Let us now look at the randomized and extended Schmitter problem
$$\begin{aligned}&\text {min/max}&\psi _U(s) \\&\text {subject to}&\mathbb{E}(X^k)&= \mu _k, \text { for } k = 1, 2, \ldots , m\end{aligned}$$
with possibly more than two fixed moments of the claims size distribution. Inspired by Kaas (1991), using the maximal aggregate loss L and assuming that the moments of the claim size are finite, one can express the ruin probability in terms of the claim size moments, namely
$$\begin{aligned} \psi _U(s)&=\int _{0}^{\infty }\psi (u)s e^{-su}du = \sum _{k=0}^{\infty } (-1)^k\frac{s^{k+1}}{k!} \int _{0}^{\infty }u^k \psi (u) du\\&= \sum _{k=0}^{\infty }(-1)^k\frac{s^{k+1}}{k!} \int _{0}^{\infty }u^k \mathbb {P}(L > u) du = \sum _{k=1}^{\infty } (-1)^{k-1}\frac{s^k}{k!} \,\mathbb {E}(L^k)\\&= \sum _{k=1}^{\infty } (-1)^{k-1}\frac{s^k}{k!} \mathbb {E}\left( \mathbb {E}\left( \sum _{l_1 + l_2 + \cdots + l_M = k} {k \atopwithdelims ()l_1, l_2, \ldots , l_M} \prod _{j=1}^M L_j^{l_j} \Big \vert M \right) \right) . \end{aligned}$$
The first four terms of this series are given by
$$\begin{aligned} E(L) &{}= \mathbb {E}(M)\mathbb {E}(L_1) = \frac{1}{2\theta \mu }\mathbb {E}(X^2) \\ E(L^2) &{}= \mathbb {E}(M)\mathbb {E}(L^2_1) + \mathbb {E}(M(M-1))\mathbb {E}^2(L_1) = \frac{1}{3\theta \mu }\mathbb {E}(X^3) + \frac{1}{2\theta ^2\mu ^2}\mathbb {E}(X^2)\\ E(L^3) &{}= \frac{1}{4\theta \mu }\mathbb {E}(X^4) + \frac{1}{\theta ^2\mu ^2}\mathbb {E}(X^3)\mathbb {E}(X^2) + \frac{3}{4\theta ^3\mu ^3}\mathbb {E}^3(X^2) \\ E(L^4) &{}= \frac{1}{5\theta \mu }\mathbb {E}(X^5) + \frac{1}{\theta ^2 \mu ^2}\mathbb {E}(X^4)\mathbb {E}(X^2) + \frac{2}{3\theta ^2 \mu ^2}\mathbb {E}^2(X^3) \\ {} &{}\qquad \qquad + \frac{1}{6\theta ^3\mu ^3}\mathbb {E}(X^3)\mathbb {E}^2(X^2) + \frac{3}{2\theta ^4 \mu ^4}\mathbb {E}^4(X^2) \end{aligned}$$
Hence, if the first m moments of X are given, then one can approximate
$$\begin{aligned} \psi _U(s) \approx s\,\mathbb {E}(L) - \frac{s^2}{2}\mathbb {E}(L^2) + \cdots + (-1)^{m-1}\frac{s^{m}}{m!} \mathbb {E}(L^m) \end{aligned}$$
(5)
and investigate the behavior with respect to the highest moment. For example, for \(m=2\)

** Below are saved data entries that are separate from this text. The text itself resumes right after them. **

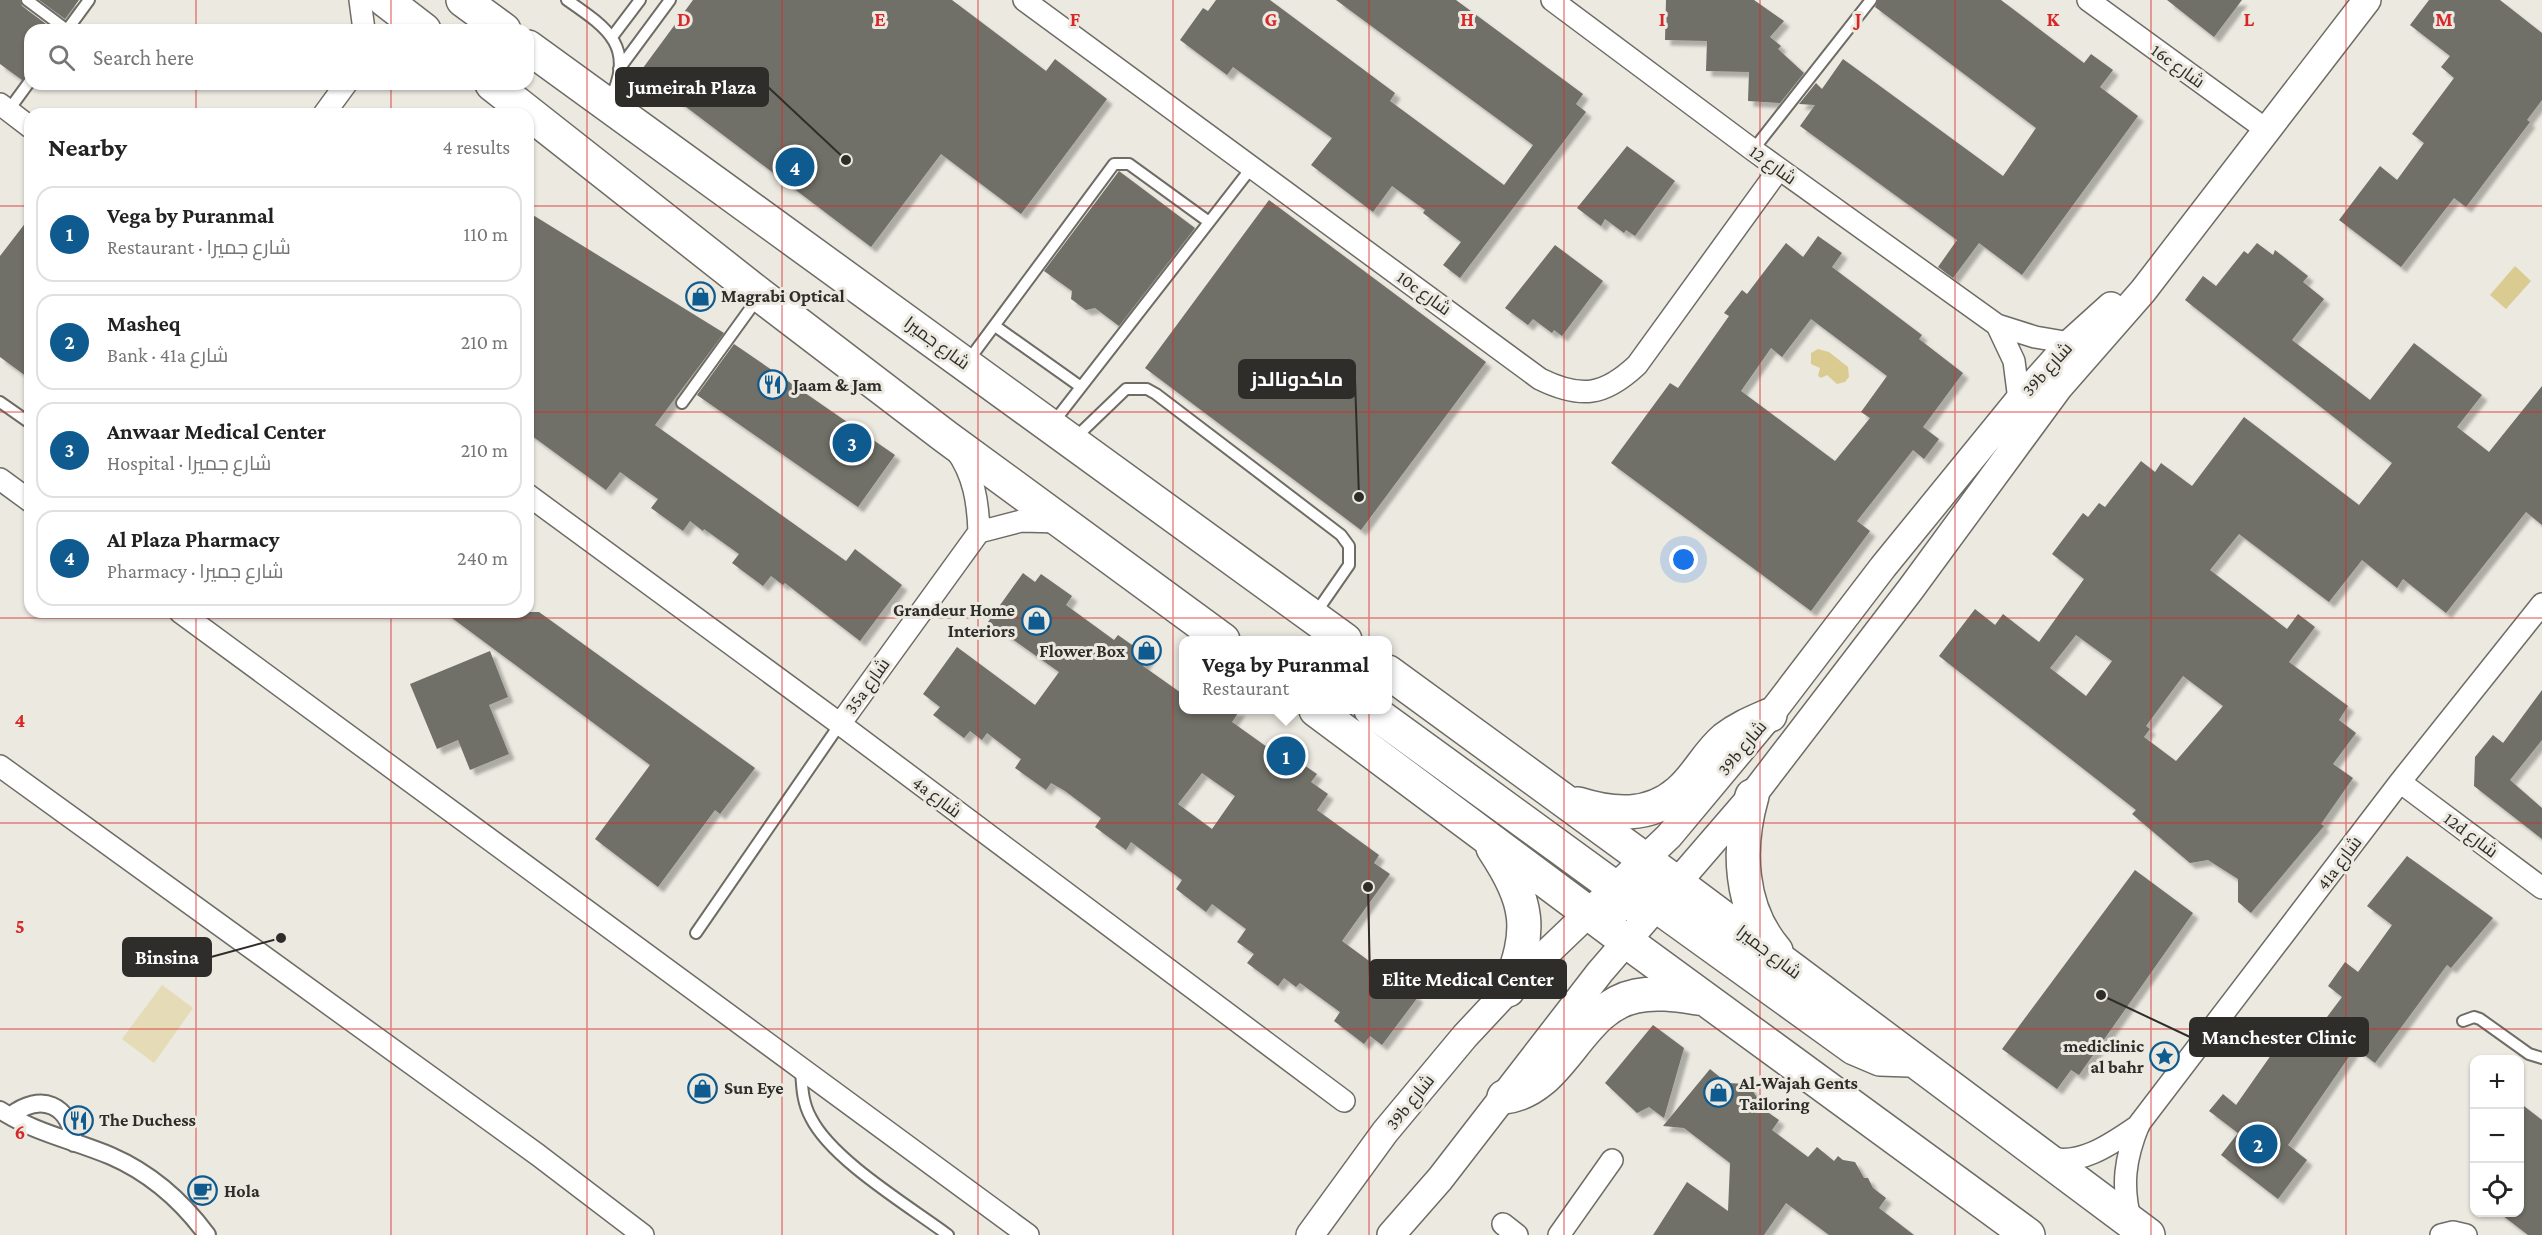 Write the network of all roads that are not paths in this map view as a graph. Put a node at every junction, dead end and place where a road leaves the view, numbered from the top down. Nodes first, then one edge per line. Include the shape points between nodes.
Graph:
1 (27, 0) edge
2 (89, 0) edge
3 (360, 0) edge
4 (385, 0) edge
5 (463, 0) edge
6 (567, 0) edge
7 (640, 0) edge
8 (670, 0) edge
9 (1024, 0) edge
10 (1552, 0) edge
11 (1871, 0) edge
12 (2088, 0) edge
13 (2367, 0) edge
14 (59, 24) edge
15 (71, 24) edge
16 (363, 24) edge
17 (416, 24) edge
18 (496, 24) edge
19 (612, 37) junction
20 (534, 51) edge
21 (619, 69) junction
22 (24, 87) edge
23 (342, 90) edge
24 (500, 90) edge
25 (608, 105) junction
26 (4, 108) edge
27 (328, 108) edge
28 (522, 108) edge
29 (534, 117) edge
30 (24, 123) edge
31 (2268, 131) junction
32 (1753, 150) junction
33 (1252, 167) junction
34 (1779, 169) junction
35 (1209, 222) junction
36 (2170, 257) junction
37 (760, 295) junction
38 (1997, 325) junction
39 (995, 326) junction
40 (2070, 343) junction
41 (966, 364) junction
42 (1081, 387) junction
43 (2019, 400) junction
44 (0, 402) edge
45 (682, 403) dead end
46 (24, 419) edge
47 (1062, 433) junction
48 (946, 437) junction
49 (0, 479) edge
50 (24, 497) edge
51 (534, 499) edge
52 (1064, 522) junction
53 (979, 532) junction
54 (2542, 604) edge
55 (1313, 617) junction
56 (188, 618) edge
57 (1218, 636) edge
58 (1339, 636) edge
59 (1392, 675) edge
60 (1321, 714) edge
61 (1376, 714) edge
62 (1770, 715) junction
63 (840, 724) junction
64 (0, 766) edge
65 (2400, 782) junction
66 (1752, 796) junction
67 (1564, 800) junction
68 (1483, 834) junction
69 (1644, 859) junction
70 (1614, 887) junction
71 (2542, 888) edge
72 (1667, 894) junction
73 (1588, 913) junction
74 (696, 933) dead end
75 (1626, 941) junction
76 (1795, 972) junction
77 (1508, 990) junction
78 (1706, 999) junction
79 (2463, 1020) dead end
80 (2542, 1058) edge
81 (1913, 1060) junction
82 (801, 1068) junction
83 (1504, 1097) junction
84 (1344, 1101) dead end
85 (5, 1113) edge
86 (2139, 1124) junction
87 (74, 1143) junction
88 (2040, 1154) junction
89 (1612, 1160) dead end
90 (2140, 1228) edge
91 (207, 1235) edge
92 (643, 1235) edge
93 (948, 1235) edge
94 (1028, 1235) edge
95 (1310, 1235) edge
96 (1391, 1235) edge
97 (1559, 1235) edge
98 (2028, 1235) edge
99 (2441, 1235) edge
100 (2466, 1235) edge

1 - 14 lane
2 - 15 lane
3 - 16 street
4 - 17 main road
5 - 18 main road
6 - 19 lane via 603,25
7 - 19 lane
8 - 21 lane
9 - 33 street, 10c شارع
10 - 32 street, شارع 12
11 - 32 lane
12 - 31 street, 16c شارع
13 - 31 street, 39b شارع
19 - 21 lane
20 - 25 main road, شارع جميرا
21 - 25 lane
22 - 26 lane
23 - 27 street
24 - 28 main road
25 - 41 main road, شارع جميرا
26 - 30 street
29 - 37 main road
31 - 36 street, 39b شارع
32 - 34 street, شارع 12
33 - 34 street, 10c شارع via 1540,379 1564,391 1591,392 1617,383 1637,365
33 - 35 lane
34 - 38 street, شارع 12
35 - 39 lane via 1130,164 1114,164
35 - 42 lane
36 - 40 street, 39b شارع
36 - 66 street, 39b شارع via 2059,387
37 - 45 lane
37 - 48 main road
38 - 40 street, شارع 12
38 - 43 street, شارع 12 via 2014,361
39 - 41 lane
39 - 42 lane
40 - 43 street, 39b شارع
41 - 47 main road, شارع جميرا
42 - 47 lane
43 - 62 street, 39b شارع via 1883,567
44 - 46 lane
47 - 55 main road, شارع جميرا
47 - 55 lane via 1126,389 1147,389 1156,394 1341,535 1349,546 1349,565
48 - 52 main road
48 - 53 street via 962,458 972,481
49 - 50 street
51 - 63 street, 4a شارع
52 - 53 street via 1021,521
52 - 57 main road
53 - 63 street, 35a شارع
54 - 65 street, 41a شارع
55 - 58 main road, شارع جميرا
56 - 82 street
59 - 67 main road, شارع جميرا
60 - 68 main road
61 - 70 main road
62 - 67 main road via 1723,741 1680,792 1662,804 1621,814
62 - 69 street, 39b شارع via 1669,836
63 - 74 lane
63 - 84 street, 4a شارع
64 - 92 street
65 - 71 street, 12d شارع
65 - 86 street, 41a شارع
66 - 72 street, 39b شارع
66 - 76 main road via 1744,822 1744,877 1753,912 1771,945
67 - 69 main road, شارع جميرا
68 - 73 main road
68 - 77 main road via 1511,876 1524,915 1521,957
69 - 70 street, 39b شارع
69 - 72 main road, شارع جميرا
70 - 72 main road
70 - 73 street, 39b شارع
72 - 73 main road
72 - 75 street, 39b شارع
72 - 76 main road, شارع جميرا
72 - 81 main road via 1854,1048 1880,1059
73 - 75 main road
73 - 77 street, 39b شارع
75 - 78 main road
75 - 83 street, 39b شارع
76 - 81 main road, شارع جميرا
77 - 95 street, 39b شارع via 1424,1083
78 - 83 main road via 1649,994 1625,999 1605,1010 1535,1086
78 - 98 main road
79 - 80 lane via 2480,1019 2529,1054
81 - 88 main road, شارع جميرا
82 - 93 lane via 809,1116 822,1137
82 - 94 street
83 - 96 street, 39b شارع
85 - 87 street via 36,1131
85 - 87 street via 36,1104 54,1106 72,1126
86 - 88 street, 41a شارع via 2099,1150 2078,1157 2057,1161
86 - 90 street, 41a شارع via 2125,1166 2126,1204
87 - 91 street via 111,1156 160,1185
88 - 90 main road, شارع جميرا
89 - 97 street
99 - 100 street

$$\begin{aligned} \psi _U(s) \approx s\,\frac{\sigma ^2 + \mu ^2}{2\theta \mu } - \frac{s^2}{6\theta \mu } \mathbb {E}(X^3) - s^2\frac{(\sigma ^2 + \mu ^2)^2}{4\theta ^2\mu ^2}. \end{aligned}$$
Therefore, distributions with large third moment will make \(\psi _U(s)\) small and vice versa. For 2-point distributions, a simple calculation shows that, \(\frac{\partial }{\partial x_1} \mathbb {E}(X^3) = \sigma ^2 + \left( \frac{\sigma ^2}{\mu - x_1}\right) ^2 > 0\) and \(\frac{\partial ^2}{\partial x_1^2} \mathbb {E}(X^3) = 2\frac{\sigma ^2}{(\mu - x_1)^3} > 0.\) Thus, for \(x_1\in [0, \mu )\), its third moment is increasing and convex, so the maximum will be at \(x_1 = 0\) and the minimum at \(x_1 \rightarrow \mu .\) In fact, for deterministic surplus and 2-point distributions, Kaas (1991) argued that as \(\int _0^{\infty } \psi (u) du = \mathbb {E}(L)\) does not depend on \(x_1\) and \(\int _0^{\infty } u\psi (u) du = \mathbb {E}(L^2)\) increases linearly with the third moment of the claim distribution, so that for small u, the ruin probability will be large for \(x_1=0.\)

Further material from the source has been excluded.